The point of these items was to take care of myself no matter what.

In early May 1992, I wrote the following letter to my parents. This was more than 1 ½ years before I met with them in Savannah.

Dear Mother and Daddy,

D and I will be on vacation when you’re up this way in June. We’ve decided not to change our plans. Also, I’ve decided I don’t want you to stay in our house while we’re gone.

I need privacy right now, and for the indefinite future, in order to work on some personal issues. For now, that means I don’t want calls, cards, or letters from either of you. I also don’t want to plan any visits with you. I’ll let you know when I’m ready for a change.

Emergency messages can be left on our answering machine, or given to D at his office or here.

Love,
Elouise

My letter was not well received. In a later post I’ll write about how I handled my father’s at-distance anger, and how I set up a meeting with my parents on the eve of my 50th birthday.

Please note: This is not a template for anyone. It’s what was right for me at that time in my life. I got through this thanks to my own hard work, and strong support from D, my psychotherapist, and friends listed above on my ‘panic’ card.

Cheers to each of you! Life, when lived with integrity, is never easy. I pray you’ll find wisdom and courage for yourself this day.
Elouise

© Elouise Renich Fraser, 27 October 2021
Photo taken by DAFraser, 10 September 2021, Longwood Gardens Meadow

What Boundaries?

Fake power exercises ruthless control
In vain attempts to nurture sisterly virtues

Bible-grounded communication floods my ears
With thou shalt and thou shalt not

Beleaguered sisters throw group loyalty to the winds
In favor of loyalty to one’s fragile female self

Being docile sometimes becomes a stand-in for
Being truthful or angry or distressed

Like cookies born of one cookie cutter
We stare at our unknown selves in consternation

Who we are together remains a mystery
As we strain to survive apart from each other

I’m aware of being watched by Daddy night and day
Without so much as a polite knock at the door

Driven to precarious survival techniques
My heart and stomach drown beneath anxious fear

During the past week I reviewed dated notes I kept when I began working with a psychotherapist in the early 1990s. I was in my late 40s, drowning in depression. One of my first tasks was to connect with my three younger sisters.

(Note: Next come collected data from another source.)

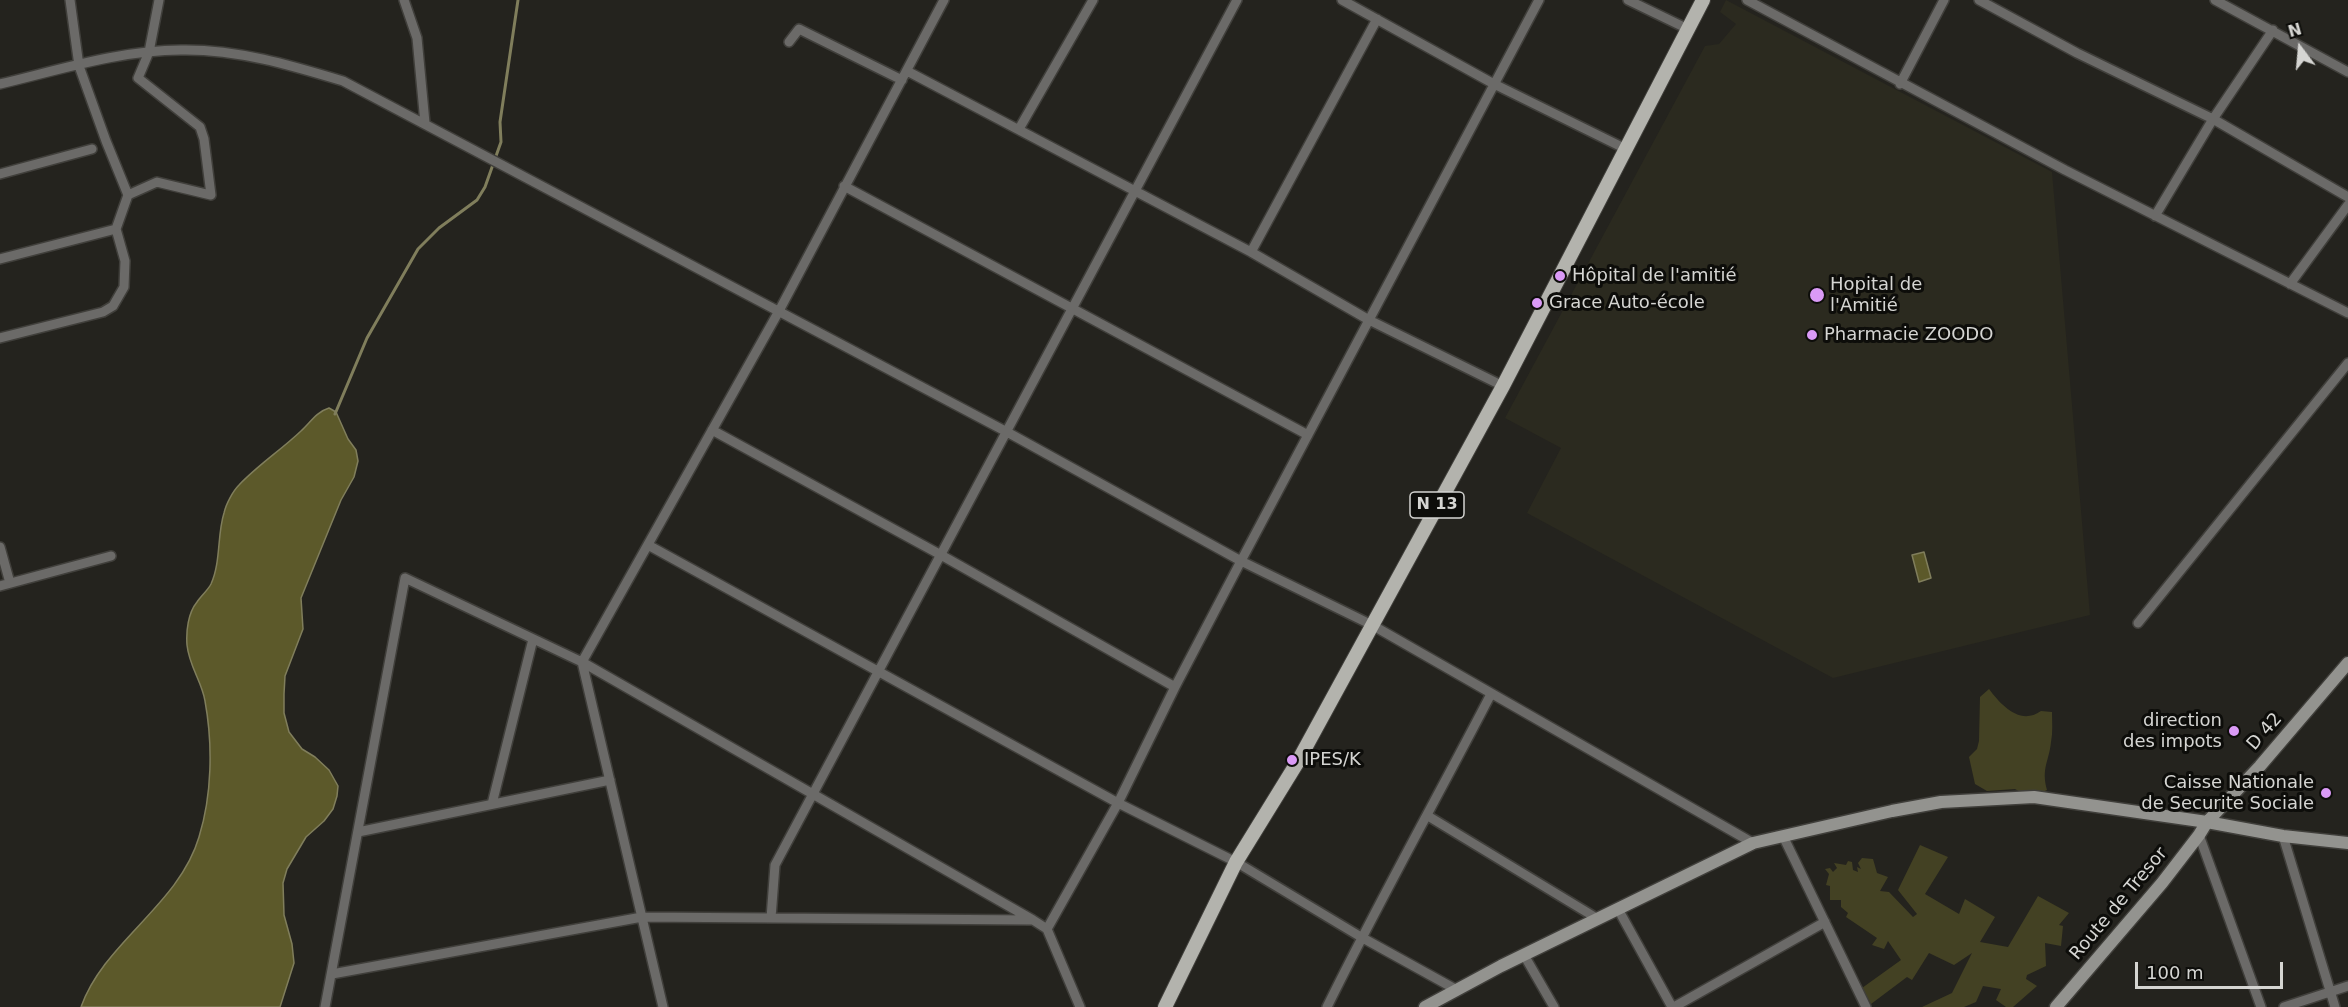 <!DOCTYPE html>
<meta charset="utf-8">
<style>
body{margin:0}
#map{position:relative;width:2348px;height:1007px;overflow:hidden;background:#24231e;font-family:"DejaVu Sans",sans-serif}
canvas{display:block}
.north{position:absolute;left:2270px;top:18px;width:60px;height:60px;-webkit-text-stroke:4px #0d0d0a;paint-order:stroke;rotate:344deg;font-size:16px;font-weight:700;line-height:24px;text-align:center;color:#d5d5d2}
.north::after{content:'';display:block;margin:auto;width:21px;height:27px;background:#d5d5d2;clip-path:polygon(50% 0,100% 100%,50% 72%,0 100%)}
.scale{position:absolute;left:2135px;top:962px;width:148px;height:27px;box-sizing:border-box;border:3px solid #d5d5d2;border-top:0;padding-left:8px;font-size:18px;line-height:21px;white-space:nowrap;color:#d5d5d2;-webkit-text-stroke:4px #0d0d0a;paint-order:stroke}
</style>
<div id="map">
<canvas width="2348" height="1007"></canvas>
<div class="north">N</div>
<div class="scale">100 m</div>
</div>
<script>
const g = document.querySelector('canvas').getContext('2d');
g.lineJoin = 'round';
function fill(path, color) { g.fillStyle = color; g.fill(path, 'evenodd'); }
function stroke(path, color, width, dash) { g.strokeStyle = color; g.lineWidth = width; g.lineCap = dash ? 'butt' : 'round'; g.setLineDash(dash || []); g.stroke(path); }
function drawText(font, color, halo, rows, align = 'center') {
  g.font = font + ' "DejaVu Sans",sans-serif'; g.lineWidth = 6; g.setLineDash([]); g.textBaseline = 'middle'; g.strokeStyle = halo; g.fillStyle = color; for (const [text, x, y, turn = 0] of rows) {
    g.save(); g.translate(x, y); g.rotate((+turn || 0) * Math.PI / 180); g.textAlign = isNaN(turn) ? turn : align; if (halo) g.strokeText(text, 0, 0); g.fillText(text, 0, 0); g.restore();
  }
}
fill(new Path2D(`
 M1726,0L2052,172L2090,615L1833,678L1527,513L1561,448L1505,418L1705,46L1719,44L1736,24L1720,12Z`), '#2b2a1f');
fill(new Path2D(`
 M1989,689C2001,705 2020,726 2041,711L2052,712C2052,722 2053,732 2051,742C2049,762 2041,768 2047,790L2031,798L2015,789L1987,791L1975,784L1969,757L1977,749L1979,741L1980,697Z
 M1920,845L1948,857L1925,894L1959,914L1965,899L1995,917L1980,942L2008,947L2038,896L2069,913L2059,925L2063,926L2061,946L2045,943L2046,966L2027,975L2026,979L2037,986L2013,1007H2006L1996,1000L2001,989L1983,986L1976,1002L1964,1007H1922L1952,993L1972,953L1954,965L1929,953L1912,980L1907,977L1871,1004L1862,988L1901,960L1888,941L1884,949L1872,945L1877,938L1846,917L1848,913L1841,907V900H1830V886L1826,885L1829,874L1825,869L1830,868L1833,872L1837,868L1834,863L1846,865L1848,861L1852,862L1853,870L1858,872L1857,867L1861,869L1858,863L1862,858L1873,859L1877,873L1888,877L1880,891L1889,892L1913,917L1917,914L1898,890Z`), '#434123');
const water = new Path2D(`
 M329,408L336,412L348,439L356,450L358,461L354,477L341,500L301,598L303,629L285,676L284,694V713L289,732L302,749L315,757L329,770L338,786L337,796L333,809L324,821L306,837L287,869L283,883L284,915L292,944L294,963L280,1007H81C104,942 179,905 199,837C212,795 213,745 205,701C202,682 189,666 187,645C186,631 188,613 197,602C201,596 208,590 211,584C221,562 217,535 224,513C226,504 233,491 239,485C258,465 281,450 301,431C310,423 316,412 329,408Z
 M1924,552L1931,578L1919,582L1912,555Z`);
fill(water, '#5c592a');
stroke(water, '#807e5c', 1.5);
stroke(new Path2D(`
 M335,414L367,338L418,249L439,228L477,200L485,187L501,142L500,122L518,0`), '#807e5c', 3);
const street = new Path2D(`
 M404,0L417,38L425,123
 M1342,0L1494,84L1626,149
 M1628,0L1688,29
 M1747,0L2065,170L2348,313
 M1979,0L2077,53L2213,119L2348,197
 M2215,0L2348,72
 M789,42L799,29L902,80
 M907,71L1251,252L1369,320L1503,386
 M0,84C59,70 121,50 181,50C237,49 290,65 343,81L1007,432L1241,561L1372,625L1753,843
 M1900,84L1944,0
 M1019,129L1093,0
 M0,174L92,149
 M844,186L1308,435
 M128,195L157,182L211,195L204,139L200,127L138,78L149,52L159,0
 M2155,216L2213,119L2273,30
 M1251,252L1377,19
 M0,259L116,229
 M2290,284L2348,205
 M0,338L103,312L113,306L124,287L125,261L116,229L128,195L106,141L79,66L70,0
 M712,430L941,555L1175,687
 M648,545L1118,803L1236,862L1361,937L1457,990
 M0,547L10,583
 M0,586L111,556
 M2138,623L2348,363
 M492,804L533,639
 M1428,816L1598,919
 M358,832L610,780
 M1783,836L1866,1007
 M2283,836L2335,1007
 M2197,839L2199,835L2261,1007
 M1618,909L1672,1007
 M771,918L775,865L1237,0
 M1047,929L1118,803L1175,687L1241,561L1539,0
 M1524,955L1554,1007
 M332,974L642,917L1031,920
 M325,1007L405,578L582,662L1033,920L1047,929L1080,1007
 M663,1007L582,662L779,311L944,0
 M1327,1007C1379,901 1437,798 1491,694
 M1674,1007L1825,922
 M2284,1007L2348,986`);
const secondary = new Path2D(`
 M1425,1007L1501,966L1753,843L1892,811L1941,802L2034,797L2207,822L2283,836L2348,843
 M2056,1007L2162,883L2199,835L2207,822L2260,766L2348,663`);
const primary = new Path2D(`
 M1165,1007L1236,862L1297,763L1503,386L1703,0`);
stroke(street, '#403f3b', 12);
stroke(secondary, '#403f3b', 15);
stroke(primary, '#403f3b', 16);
stroke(street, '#6b6a68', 9);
stroke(secondary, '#93938f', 12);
stroke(primary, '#b3b3ad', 14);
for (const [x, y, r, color] of [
 [1560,276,6,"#da9af6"],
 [1817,295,8,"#da9af6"],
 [1537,303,6,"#da9af6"],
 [1812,335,6,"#da9af6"],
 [2234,731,6,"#da9af6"],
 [1292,760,6,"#da9af6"],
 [2326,793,6,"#da9af6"]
]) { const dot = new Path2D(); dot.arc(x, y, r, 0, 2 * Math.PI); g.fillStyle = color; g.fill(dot); stroke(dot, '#0d0d0a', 2); }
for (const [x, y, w] of [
 [1437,505,54]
]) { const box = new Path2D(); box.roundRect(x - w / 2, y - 13, w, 26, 4.5); g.fillStyle = '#0d0d0a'; g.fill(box); stroke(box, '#d5d5d2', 1.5); }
drawText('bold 16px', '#d5d5d2', null, [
 ["N 13",1437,505]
]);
drawText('18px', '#d5d5d2', '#0d0d0a', [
 ["Hôpital de l'amitié",1572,276],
 ["Hopital de",1830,285],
 ["l'Amitié",1830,306],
 ["Grace Auto-école",1549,303],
 ["Pharmacie ZOODO",1824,335],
 ["direction",2222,721,"right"],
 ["des impots",2222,742,"right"],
 ["IPES/K",1304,760],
 ["Caisse Nationale",2314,783,"right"],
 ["de Securite Sociale",2314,804,"right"]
], 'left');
drawText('18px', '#d5d5d2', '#0d0d0a', [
 ["D 42",2265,732,-49],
 ["Route de Tresor",2119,904,-50]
]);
</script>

By then we were scattered over the USA and beyond. What we knew about each other personally was fragmented at best. We were aware of the large outlines of our adult lives. However, we didn’t have an informal network for safe, sisterly communication.

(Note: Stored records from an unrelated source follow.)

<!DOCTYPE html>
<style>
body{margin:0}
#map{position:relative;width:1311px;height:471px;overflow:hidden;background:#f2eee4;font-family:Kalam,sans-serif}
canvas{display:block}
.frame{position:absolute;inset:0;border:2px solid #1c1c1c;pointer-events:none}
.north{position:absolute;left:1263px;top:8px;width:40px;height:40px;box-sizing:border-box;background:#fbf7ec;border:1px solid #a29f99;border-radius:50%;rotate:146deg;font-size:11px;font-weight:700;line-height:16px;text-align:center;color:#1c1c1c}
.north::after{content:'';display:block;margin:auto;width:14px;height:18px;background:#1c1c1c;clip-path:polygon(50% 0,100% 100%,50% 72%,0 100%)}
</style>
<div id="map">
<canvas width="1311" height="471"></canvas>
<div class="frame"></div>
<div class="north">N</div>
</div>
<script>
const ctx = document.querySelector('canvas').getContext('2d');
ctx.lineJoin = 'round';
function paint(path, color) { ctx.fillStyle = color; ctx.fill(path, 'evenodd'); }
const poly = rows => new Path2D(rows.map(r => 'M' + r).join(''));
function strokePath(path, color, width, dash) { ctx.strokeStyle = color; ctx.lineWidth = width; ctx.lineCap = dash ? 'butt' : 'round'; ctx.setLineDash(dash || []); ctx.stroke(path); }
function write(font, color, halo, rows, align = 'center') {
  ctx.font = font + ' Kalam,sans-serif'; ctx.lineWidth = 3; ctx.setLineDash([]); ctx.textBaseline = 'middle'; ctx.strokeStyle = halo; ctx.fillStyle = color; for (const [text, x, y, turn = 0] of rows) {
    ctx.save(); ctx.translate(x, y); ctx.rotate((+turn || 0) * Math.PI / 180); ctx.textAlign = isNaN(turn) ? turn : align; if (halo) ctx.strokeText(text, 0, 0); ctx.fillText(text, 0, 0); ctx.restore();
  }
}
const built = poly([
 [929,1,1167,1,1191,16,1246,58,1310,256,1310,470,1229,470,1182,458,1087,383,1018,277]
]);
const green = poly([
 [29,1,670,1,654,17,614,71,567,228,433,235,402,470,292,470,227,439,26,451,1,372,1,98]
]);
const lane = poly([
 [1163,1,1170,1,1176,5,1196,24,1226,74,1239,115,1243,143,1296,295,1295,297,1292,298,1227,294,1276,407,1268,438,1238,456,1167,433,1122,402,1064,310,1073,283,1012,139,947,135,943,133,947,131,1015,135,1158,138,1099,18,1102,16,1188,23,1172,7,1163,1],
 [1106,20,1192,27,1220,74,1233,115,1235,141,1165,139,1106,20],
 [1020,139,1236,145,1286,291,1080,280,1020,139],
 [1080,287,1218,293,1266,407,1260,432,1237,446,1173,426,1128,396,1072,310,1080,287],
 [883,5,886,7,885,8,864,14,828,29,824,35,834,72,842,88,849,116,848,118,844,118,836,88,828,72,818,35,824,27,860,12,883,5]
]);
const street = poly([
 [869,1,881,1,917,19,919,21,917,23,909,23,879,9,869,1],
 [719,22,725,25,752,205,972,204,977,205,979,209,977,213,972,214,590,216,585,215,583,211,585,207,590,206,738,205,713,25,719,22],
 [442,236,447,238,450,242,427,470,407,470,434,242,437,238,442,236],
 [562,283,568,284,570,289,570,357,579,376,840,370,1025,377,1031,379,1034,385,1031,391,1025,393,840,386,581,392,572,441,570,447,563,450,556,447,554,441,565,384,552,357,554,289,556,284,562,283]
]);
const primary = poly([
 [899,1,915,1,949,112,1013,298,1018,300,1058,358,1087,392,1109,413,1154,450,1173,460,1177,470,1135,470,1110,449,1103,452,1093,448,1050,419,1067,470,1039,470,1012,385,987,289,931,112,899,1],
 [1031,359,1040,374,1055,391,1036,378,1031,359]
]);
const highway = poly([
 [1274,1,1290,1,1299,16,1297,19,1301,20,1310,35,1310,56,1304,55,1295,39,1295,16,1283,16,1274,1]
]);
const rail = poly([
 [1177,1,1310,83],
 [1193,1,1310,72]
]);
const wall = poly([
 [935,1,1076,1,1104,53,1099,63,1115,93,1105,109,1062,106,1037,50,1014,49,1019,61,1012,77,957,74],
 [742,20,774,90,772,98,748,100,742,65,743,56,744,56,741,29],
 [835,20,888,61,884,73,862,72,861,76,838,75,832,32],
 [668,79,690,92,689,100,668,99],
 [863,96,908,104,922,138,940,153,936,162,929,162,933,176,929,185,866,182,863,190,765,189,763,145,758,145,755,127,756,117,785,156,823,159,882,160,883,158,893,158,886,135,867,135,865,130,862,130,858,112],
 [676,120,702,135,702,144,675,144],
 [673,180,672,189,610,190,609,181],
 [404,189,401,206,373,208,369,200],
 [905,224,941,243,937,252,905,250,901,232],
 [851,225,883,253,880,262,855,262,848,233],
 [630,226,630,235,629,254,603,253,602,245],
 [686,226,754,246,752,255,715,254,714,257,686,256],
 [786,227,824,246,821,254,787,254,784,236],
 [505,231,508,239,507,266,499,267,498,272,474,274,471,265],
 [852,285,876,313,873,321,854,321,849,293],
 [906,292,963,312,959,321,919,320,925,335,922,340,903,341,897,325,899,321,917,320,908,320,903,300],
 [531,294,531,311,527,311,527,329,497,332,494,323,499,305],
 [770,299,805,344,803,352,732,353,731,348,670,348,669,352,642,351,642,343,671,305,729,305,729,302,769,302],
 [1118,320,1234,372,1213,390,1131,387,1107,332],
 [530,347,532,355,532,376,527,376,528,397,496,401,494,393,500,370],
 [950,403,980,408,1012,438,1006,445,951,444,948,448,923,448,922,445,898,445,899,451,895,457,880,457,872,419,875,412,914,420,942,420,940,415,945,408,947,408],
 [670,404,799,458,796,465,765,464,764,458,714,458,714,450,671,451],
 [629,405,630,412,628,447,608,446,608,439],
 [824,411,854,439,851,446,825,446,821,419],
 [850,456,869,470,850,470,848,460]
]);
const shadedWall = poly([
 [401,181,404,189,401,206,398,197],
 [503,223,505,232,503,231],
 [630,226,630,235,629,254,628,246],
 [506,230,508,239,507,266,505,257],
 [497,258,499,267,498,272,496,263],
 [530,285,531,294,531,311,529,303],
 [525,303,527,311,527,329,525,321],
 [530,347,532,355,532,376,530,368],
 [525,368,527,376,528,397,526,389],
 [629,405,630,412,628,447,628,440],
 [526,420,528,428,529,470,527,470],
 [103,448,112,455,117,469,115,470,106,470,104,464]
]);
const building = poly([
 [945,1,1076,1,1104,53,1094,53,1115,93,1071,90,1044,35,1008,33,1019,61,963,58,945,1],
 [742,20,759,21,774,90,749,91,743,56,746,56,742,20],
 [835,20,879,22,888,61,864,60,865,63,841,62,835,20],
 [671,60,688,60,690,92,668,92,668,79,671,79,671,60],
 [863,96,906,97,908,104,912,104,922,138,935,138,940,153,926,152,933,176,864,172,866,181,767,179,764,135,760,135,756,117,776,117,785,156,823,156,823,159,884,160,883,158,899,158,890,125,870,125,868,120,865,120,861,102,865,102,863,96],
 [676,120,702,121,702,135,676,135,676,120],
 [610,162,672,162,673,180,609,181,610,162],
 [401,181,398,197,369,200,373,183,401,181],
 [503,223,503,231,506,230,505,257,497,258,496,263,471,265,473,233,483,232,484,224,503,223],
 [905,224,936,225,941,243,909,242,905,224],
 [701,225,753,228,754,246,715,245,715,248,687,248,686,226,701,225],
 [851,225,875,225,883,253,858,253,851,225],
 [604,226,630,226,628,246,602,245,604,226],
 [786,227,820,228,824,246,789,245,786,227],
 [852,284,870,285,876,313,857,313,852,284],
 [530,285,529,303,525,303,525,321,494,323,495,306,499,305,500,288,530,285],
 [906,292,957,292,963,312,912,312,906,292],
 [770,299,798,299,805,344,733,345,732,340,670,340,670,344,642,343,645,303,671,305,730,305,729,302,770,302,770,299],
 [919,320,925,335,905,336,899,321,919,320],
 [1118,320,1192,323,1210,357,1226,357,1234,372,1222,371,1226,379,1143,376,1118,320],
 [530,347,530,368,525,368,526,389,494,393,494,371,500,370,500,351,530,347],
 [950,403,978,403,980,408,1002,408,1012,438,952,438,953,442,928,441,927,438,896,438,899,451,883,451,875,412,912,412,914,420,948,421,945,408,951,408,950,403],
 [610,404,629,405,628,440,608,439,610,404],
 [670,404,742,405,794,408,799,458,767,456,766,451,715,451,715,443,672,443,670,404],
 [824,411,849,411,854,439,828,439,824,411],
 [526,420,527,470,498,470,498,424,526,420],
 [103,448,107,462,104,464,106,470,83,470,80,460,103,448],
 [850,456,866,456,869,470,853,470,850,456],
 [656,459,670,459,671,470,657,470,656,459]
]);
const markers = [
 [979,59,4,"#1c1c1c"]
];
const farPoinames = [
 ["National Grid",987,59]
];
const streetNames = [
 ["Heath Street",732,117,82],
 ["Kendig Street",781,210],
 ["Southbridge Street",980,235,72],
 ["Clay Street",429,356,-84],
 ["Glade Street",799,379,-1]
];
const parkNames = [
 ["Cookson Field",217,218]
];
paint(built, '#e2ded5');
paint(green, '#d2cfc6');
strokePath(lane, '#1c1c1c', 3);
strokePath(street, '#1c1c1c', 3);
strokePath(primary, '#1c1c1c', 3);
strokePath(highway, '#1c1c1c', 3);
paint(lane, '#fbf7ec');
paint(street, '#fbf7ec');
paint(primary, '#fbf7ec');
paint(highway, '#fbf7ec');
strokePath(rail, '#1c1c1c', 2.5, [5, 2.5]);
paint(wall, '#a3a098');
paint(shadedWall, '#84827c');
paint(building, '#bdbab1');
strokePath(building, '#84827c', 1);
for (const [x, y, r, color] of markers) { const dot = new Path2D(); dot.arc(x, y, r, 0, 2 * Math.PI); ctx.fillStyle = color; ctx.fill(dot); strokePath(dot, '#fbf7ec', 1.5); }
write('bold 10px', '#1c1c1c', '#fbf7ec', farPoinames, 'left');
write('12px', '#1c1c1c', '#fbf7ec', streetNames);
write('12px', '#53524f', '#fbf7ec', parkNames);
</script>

I never talked with any of my sisters about the rules in our family, or our father’s corporal punishment doled out regularly to enforce the rules. Nor had we talked together about who our father favored, or why.

Sometimes life felt like a war between sisters. I could deduce which sister was the favorite of the day. I also knew I was a favorite target for ‘Let’s get Elouise in trouble.’ No sibling likes to have the oldest sister designated as the parental stand-in.

As you might guess, we weren’t there to console or encourage each other. We were focused on staying out of trouble or deflecting attention to another sister’s behavior.

I began my adult work on boundaries with telephone calls to each of my three sisters. Would you be willing to talk with me privately (no reports back to Mom or Dad) about our experiences living at home? I was starving for sisterly conversations. Each of my sisters, in her way, helped me come out of my lonely closet of indirect communication, depression, and denial.

My next hurdle wasn’t nearly so easy. How would I name and maintain adult boundaries with my parents? Stay tuned!

Thanks for your visits and encouragement. Tomorrow I have tests to determine how much damage peripheral neuropathy has done to my feet and legs.

Praying for calm in these troubled days, here and abroad.